Records excerpted from a collection:
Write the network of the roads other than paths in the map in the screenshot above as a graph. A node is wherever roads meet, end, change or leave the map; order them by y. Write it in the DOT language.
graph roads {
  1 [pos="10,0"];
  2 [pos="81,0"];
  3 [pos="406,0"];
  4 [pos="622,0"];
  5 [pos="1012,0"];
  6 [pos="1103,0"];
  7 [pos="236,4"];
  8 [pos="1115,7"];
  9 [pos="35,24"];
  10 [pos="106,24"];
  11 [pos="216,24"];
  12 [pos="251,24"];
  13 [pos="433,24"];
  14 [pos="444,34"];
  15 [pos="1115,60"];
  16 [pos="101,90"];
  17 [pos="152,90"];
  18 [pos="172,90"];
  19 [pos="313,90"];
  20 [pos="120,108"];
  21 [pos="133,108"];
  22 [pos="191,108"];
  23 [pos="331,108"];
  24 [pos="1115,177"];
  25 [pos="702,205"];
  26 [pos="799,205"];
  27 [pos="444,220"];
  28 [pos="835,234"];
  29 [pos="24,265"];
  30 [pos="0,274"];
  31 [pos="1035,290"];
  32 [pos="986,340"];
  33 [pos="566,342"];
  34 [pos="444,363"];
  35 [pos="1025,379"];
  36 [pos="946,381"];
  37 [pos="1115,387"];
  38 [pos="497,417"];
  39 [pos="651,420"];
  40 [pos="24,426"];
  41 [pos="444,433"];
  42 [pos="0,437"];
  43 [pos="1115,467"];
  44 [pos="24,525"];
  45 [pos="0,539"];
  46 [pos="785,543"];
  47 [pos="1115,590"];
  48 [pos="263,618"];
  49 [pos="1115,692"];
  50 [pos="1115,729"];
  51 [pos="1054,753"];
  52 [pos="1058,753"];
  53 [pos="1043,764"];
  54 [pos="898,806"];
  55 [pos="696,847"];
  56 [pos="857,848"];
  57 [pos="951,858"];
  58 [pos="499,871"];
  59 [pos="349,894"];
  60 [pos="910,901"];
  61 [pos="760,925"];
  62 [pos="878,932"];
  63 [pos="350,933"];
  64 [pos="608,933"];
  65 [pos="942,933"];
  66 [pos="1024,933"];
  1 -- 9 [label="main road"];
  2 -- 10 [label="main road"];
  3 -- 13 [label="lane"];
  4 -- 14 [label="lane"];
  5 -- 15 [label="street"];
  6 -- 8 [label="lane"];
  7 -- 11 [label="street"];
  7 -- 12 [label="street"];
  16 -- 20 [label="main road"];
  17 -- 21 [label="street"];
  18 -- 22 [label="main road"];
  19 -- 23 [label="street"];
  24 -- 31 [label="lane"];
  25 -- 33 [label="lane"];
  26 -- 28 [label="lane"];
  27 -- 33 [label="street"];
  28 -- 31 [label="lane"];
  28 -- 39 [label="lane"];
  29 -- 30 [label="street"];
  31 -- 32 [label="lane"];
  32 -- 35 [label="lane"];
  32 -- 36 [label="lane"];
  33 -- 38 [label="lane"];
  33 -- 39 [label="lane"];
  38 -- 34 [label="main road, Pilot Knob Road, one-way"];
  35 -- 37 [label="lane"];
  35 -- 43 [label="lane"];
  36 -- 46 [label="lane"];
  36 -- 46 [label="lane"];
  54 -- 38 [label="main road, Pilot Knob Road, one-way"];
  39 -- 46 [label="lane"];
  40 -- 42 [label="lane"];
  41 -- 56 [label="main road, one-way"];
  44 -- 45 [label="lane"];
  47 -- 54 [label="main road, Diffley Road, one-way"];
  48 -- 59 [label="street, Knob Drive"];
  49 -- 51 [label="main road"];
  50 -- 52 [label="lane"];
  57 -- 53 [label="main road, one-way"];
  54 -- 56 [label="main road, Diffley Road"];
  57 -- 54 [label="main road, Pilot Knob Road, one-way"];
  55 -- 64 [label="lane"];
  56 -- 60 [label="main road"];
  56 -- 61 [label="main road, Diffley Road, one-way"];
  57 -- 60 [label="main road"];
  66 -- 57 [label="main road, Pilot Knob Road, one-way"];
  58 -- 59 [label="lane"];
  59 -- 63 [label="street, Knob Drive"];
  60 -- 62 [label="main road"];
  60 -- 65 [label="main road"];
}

▶ **What to produce**
Copy out every line above where "Diffley" is present.

▶ **Reply**
  47 -- 54 [label="main road, Diffley Road, one-way"];
  54 -- 56 [label="main road, Diffley Road"];
  56 -- 61 [label="main road, Diffley Road, one-way"];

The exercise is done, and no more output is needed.